Tools and building blocks made by 3D printing with lunar and Martian dust. Credit: Northwestern University
When human beings start to colonize Mars and the moon, they would have to make everything from tiny tools to large-sized buildings, using the limited number of surrounding resources.
Now, Ramille Shah and her Tissue Engineering and Additive Manufacturing (TEAM) Laboratory at
Northwestern Engineering have shown the potential to 3D-print structures with lunar and Martian dust simulants. In this study, the researchers used an extension of their “3D-painting process,” a term coined by Shah and her team for their new 3D inks and printing method, which they earlier used to print 3D graphene and carbon nanotubes, hyperelastic “bone”, and alloys and metals. 3D-printing presents an easy, sustainable, and highly scalable manufacturing method for space travelers.
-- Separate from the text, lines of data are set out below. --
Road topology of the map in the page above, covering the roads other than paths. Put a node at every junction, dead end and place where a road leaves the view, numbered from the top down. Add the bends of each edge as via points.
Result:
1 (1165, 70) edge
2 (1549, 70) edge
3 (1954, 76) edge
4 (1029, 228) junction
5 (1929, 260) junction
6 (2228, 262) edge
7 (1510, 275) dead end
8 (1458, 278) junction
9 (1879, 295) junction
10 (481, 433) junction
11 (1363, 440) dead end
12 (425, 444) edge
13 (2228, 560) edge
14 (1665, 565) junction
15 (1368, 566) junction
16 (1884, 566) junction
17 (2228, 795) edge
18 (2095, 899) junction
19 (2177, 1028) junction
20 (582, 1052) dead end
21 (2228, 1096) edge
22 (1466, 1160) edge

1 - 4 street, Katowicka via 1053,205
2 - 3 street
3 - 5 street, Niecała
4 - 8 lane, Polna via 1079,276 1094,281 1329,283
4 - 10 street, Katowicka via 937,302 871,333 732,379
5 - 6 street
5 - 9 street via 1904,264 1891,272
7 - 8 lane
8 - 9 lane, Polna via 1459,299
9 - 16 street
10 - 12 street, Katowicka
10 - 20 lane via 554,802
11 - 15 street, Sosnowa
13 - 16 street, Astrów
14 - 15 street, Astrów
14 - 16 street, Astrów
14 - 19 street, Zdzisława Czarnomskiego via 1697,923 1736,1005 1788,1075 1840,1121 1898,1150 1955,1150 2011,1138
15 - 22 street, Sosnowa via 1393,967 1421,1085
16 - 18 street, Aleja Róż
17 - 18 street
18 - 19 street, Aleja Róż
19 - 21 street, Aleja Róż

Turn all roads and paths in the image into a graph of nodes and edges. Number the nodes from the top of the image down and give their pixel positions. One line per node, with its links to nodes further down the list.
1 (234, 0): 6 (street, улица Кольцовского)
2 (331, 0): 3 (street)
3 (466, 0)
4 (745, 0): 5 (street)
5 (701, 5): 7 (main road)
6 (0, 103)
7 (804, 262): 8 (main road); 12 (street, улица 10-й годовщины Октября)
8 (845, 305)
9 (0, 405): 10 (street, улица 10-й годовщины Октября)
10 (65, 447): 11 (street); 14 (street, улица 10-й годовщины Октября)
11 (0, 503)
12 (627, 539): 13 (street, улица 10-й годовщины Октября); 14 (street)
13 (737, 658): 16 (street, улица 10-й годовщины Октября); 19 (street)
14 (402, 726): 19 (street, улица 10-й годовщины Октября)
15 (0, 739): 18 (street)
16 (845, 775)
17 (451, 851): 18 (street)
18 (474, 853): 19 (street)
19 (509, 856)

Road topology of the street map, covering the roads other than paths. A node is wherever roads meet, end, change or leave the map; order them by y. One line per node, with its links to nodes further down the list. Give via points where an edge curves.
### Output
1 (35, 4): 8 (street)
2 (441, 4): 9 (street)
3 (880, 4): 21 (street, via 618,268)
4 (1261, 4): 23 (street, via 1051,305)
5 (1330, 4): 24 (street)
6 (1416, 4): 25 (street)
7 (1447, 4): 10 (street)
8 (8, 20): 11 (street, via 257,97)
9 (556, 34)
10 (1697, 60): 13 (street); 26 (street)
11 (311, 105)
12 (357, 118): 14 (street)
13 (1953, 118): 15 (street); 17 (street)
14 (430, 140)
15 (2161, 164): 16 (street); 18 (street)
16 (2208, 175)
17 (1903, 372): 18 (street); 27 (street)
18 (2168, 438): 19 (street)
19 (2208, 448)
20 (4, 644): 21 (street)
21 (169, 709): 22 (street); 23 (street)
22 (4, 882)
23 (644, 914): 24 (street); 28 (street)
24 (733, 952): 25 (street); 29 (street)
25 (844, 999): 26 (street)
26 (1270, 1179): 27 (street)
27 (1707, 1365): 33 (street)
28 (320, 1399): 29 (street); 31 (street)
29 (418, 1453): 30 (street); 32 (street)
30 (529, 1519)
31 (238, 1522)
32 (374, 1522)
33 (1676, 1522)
For places like other planets and moons, where resources are limited, people would need to use what is available on that planet in order to live. Our 3D paints really open up the ability to print different functional or structural objects to make habitats beyond Earth.
Ramille Shah, A
ssistant Professor of Materials Science and Engineering, McCormick School of Engineering
The study, which was partly supported by a gift from Google and conducted at Northwestern’s Simpson Querrey Institute, has been described in Nature Scientific Reports. The paper’s first author was Adam Jakus, who is also a Hartwell postdoctoral fellow in Shah’s TEAM lab. The work was co-authored by two former Northwestern Engineering undergraduates, Katie Koube, who now works as an engineer for SpaceX, and Nicholas Geisendorfer, who is currently a graduate student in Shah’s lab.
Shah’s work employs NASA-approved simulants of lunar and Martian dust, which have similar particle shapes, sizes, and compositions to the dusts present on Martian and lunar surfaces. By using the respective dusts, biopolymer, and a range of simple solvents, the team was able to produce Martian and lunar 3D paints. These paints were then 3D printed using a simple extrusion process. The structures thus obtained were more than 90% dust by weight.
Although the resulting 3D-painted material was made of rigid micro-rocks, it was still elastic, flexible, and strong, just like rubber. The study is the first, unique example of soft or rubber-like materials resulting from Martian and lunar simulant materials. The 3D-painted material can be rolled, cut, folded, and if required can be shaped after it is 3D painted.
We even 3D-printed interlocking bricks, similar to Legos, that can be used as building blocks.
Ramille Shah, A ssistant Professor of Materials Science and Engineering, McCormick School of Engineering
Shah and David Dunand, the James N. and Margie M. Krebs Professor of Materials Science and Engineering, are now working together to improve ways to fire these 3D-painted materials in a furnace, which is an alternative process that can change the soft and rubbery objects into tough, ceramic-like structures. In the context of the wider 3D-painting technology, the study also presents a possibility of using a 3D printer on another planet to develop structures from many different types of materials.
Despite the fact that colonizing other planets may take some time, Shah believes that it is never too early to start planning.